“Un accordo storico”. Così il ministro della Transizione Ecologica, Roberto Cingolani, ha presentato nella conferenza stampa al termine della prima giornata del G20 sull’ambiente, il documento prodotto nel corso del meeting napoletano dei ministri. Il comunicato, ha spiegato il titolare del nuovo dicastero del governo Draghi, “è particolarmente ambizioso e individua 10 linee di intervento che riflettono la visione del Pnrr italiano. Soluzioni naturali per il clima, lotta al degrado del suolo, sicurezza alimentare, uso sostenibile dell’acqua, tutela degli oceani, lotta alla plastica in mare, uso sostenibile e circolare delle risorse, città sostenibili, educazione, finanza verde. È la prima volta che queste categorie vengono riconosciute dal G20 e diventano vincolanti”. E sulla decarbonizzazione: “Dobbiamo incentivarla nei Paesi in via di sviluppo”.
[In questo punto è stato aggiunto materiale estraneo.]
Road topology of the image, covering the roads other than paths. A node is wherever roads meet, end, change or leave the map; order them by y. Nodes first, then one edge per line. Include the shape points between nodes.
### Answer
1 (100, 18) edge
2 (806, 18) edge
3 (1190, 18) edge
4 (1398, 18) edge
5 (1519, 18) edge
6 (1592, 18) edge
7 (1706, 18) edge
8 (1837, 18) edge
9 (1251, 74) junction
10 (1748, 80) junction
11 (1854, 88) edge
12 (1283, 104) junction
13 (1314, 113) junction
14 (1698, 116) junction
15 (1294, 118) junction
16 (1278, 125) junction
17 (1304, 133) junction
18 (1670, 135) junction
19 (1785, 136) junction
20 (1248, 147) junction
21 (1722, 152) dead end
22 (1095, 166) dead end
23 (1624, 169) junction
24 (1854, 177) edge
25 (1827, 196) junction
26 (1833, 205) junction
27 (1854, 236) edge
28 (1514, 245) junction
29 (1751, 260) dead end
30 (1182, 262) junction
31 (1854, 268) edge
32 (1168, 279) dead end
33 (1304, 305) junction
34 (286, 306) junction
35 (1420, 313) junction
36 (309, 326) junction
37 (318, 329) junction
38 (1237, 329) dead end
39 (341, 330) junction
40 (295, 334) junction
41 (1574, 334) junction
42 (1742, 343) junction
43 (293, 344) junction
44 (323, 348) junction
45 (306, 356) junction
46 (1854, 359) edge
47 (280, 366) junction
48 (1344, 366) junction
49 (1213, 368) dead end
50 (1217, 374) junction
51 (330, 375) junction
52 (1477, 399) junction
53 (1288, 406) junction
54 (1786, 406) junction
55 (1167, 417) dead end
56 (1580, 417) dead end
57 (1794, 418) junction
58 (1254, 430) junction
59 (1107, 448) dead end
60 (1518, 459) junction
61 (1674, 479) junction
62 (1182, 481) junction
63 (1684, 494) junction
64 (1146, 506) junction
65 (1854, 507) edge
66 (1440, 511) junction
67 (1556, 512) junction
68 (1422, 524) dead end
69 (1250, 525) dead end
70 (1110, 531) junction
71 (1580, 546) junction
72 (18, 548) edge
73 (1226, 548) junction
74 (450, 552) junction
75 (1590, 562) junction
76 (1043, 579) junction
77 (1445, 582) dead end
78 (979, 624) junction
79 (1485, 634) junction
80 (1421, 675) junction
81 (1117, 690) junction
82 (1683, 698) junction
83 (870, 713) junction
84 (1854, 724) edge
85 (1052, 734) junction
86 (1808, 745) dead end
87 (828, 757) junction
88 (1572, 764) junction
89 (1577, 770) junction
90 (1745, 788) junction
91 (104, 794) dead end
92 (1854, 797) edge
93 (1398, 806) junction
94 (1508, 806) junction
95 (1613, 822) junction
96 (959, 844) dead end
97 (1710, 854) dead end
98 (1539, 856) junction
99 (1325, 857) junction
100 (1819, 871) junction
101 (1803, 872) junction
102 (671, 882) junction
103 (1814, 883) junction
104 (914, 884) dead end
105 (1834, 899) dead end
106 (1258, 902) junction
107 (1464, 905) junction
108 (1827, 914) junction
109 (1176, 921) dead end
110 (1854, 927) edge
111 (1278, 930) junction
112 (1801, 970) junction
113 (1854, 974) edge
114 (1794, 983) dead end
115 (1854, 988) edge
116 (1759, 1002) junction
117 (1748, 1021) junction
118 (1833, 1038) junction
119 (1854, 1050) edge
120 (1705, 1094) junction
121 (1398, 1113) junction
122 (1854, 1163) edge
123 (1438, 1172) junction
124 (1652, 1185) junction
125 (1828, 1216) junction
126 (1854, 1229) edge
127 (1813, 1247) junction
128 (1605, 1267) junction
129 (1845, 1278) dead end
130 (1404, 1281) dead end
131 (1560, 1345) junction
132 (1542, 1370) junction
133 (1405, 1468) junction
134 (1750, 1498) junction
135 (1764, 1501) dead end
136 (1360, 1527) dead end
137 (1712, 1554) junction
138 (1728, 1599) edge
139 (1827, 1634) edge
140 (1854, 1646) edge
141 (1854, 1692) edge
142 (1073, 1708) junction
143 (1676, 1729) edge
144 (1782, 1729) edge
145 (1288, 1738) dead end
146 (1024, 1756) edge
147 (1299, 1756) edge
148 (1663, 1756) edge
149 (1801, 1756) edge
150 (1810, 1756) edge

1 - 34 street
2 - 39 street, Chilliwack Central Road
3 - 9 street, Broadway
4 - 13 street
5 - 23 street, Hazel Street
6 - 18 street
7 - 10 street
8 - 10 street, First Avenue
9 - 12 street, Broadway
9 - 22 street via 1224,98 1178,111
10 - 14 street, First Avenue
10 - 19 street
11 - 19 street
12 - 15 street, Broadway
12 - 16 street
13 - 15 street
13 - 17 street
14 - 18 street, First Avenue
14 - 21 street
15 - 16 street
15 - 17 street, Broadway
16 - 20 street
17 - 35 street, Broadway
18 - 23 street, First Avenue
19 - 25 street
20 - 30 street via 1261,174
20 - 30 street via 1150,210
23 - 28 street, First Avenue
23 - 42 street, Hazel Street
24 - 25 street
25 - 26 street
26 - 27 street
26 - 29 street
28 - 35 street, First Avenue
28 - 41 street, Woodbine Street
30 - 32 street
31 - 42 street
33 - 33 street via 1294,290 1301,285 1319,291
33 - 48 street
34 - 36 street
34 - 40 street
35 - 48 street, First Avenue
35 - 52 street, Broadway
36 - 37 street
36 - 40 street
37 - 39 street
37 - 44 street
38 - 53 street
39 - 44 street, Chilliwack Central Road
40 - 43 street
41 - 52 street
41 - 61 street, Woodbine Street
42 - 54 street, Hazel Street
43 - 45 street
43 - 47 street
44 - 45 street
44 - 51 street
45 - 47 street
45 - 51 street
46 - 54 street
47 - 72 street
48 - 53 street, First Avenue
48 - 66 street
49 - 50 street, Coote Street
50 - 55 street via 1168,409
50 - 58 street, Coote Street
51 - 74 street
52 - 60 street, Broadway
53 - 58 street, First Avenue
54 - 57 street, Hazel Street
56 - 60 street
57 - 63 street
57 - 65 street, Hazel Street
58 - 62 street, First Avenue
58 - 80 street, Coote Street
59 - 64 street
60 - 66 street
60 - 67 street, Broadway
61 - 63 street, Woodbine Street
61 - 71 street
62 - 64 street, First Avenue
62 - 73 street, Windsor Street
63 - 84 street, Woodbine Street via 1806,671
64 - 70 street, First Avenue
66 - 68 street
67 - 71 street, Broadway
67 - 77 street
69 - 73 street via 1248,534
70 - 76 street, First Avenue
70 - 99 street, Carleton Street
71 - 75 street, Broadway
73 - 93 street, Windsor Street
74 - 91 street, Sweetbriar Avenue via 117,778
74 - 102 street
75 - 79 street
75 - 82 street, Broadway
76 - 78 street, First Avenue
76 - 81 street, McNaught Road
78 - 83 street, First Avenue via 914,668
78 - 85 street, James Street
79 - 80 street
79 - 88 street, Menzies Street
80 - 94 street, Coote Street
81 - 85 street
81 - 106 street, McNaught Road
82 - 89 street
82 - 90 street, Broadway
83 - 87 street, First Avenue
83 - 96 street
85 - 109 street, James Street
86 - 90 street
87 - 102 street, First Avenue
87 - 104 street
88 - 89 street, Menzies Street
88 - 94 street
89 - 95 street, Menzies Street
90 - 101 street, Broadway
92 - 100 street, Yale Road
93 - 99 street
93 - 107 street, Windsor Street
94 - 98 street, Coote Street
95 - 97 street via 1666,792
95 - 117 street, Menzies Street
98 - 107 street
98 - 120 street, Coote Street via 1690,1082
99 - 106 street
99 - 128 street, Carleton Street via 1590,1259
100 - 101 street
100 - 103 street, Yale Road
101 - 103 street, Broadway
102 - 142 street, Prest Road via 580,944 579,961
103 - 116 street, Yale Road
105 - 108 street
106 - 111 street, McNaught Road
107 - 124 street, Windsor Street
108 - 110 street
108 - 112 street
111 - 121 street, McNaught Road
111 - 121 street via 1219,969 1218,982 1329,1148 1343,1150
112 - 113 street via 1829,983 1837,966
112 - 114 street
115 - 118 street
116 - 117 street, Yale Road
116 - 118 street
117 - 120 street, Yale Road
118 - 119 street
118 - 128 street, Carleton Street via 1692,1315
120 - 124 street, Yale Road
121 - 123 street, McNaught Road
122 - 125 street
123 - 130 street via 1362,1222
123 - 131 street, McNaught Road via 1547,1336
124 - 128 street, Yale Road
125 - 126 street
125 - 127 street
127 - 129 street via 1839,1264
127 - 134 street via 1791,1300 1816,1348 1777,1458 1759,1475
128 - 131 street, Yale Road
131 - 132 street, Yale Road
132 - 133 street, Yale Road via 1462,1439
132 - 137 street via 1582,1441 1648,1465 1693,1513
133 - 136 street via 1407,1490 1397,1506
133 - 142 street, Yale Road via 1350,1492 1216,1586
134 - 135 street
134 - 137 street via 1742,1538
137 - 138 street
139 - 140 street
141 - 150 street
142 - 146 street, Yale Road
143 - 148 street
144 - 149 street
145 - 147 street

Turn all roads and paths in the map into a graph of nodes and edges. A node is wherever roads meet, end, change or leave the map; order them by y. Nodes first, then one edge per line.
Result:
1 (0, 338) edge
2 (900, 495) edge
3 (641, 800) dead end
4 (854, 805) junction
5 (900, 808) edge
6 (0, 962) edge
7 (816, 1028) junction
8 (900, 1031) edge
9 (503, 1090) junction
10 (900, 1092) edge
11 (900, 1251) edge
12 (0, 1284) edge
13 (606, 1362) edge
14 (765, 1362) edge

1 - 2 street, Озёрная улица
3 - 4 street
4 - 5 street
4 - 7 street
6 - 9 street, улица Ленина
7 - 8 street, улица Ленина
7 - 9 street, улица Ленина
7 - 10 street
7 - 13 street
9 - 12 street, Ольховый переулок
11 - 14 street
Anche alla vigilia non si temevano particolari frizioni tra i governi partecipanti, a differenza di domani, quando la discussione si sposterà sull’emergenza climatica, un tema su cui, invece, si è fatto fatica a trovare un punto d’incontro fino alle ultime ore prima del summit. Anche sul documento prodotto per la prima giornata, Cingolani ha voluto specificare che “c’è stato un lavoro incessante da febbraio. Abbiamo lavorato tutta la notte, abbiamo mediato fino all’ultimo e lo abbiamo completato a venti minuti dalla fine della sessione”. Il documento finale “è stato condiviso non solo dai Paesi europei, ma anche dagli altri. Abbiamo messo a confronto Paesi che condividono i target di decarbonizzazione, ma non il modo e i tempi per arrivarci“. Per il ministro “il G20, che rappresenta l’80% del Pil mondiale e l’85% delle emissioni di gas serra, ha indicato i punti che andranno sviluppati alla Cop26 di Glasgow” a novembre.

Il ministro si sofferma sul tema della decarbonizzazione, sottolineando che lo sguardo deve essere rivolto innanzitutto ai Paesi in via di sviluppo che sono ancora troppo dipendenti dalle risorse inquinanti per produrre energia, mentre in Europa si sono già fatti passi avanti: “L’Accordo di Parigi prevede un fondo da 100 milioni di dollari per la decarbonizzazione ai Paesi in via di sviluppo, ma siamo arrivati solo a 60″, ha detto. Secondo il ministro “la finanza verde deve muoversi in questo senso. Non è solo una questione di soldi, ma anche di cessione di tecnologie”. E ha proposto che “alcuni player facciano utilizzare certe tecnologie gratuitamente per un certo tempo”.

Continuare a investire nella decarbonizzazione in Europa è importante, ma il ministro ricorda che il Vecchio Continente “produce solo il 9% della Co2. Ha un’ottima leadership nello sforzo, ma non basta. Se altri Paesi non aderiscono, le loro emissioni compensano i nostri tagli, il sistema salta e noi intanto ci siamo svenati”. Secondo Cingolani “dobbiamo decarbonizzare, ma con una geopolitica favorevole. Dobbiamo riequilibrare i rapporti internazionali per evitare che noi produciamo prodotti green più costosi, ma poi altri Paesi ci fanno concorrenza con prodotti che non rispettano l’ambiente”. Parole che sembrano seguire la proposta dell’Unione europea di una border carbon tax, una tassa che colpisca con dazi tutti quei prodotti provenienti da Paesi che non stanno mettendo in campo misure sufficientemente aggressive per ridurre le proprie emissioni di carbonio.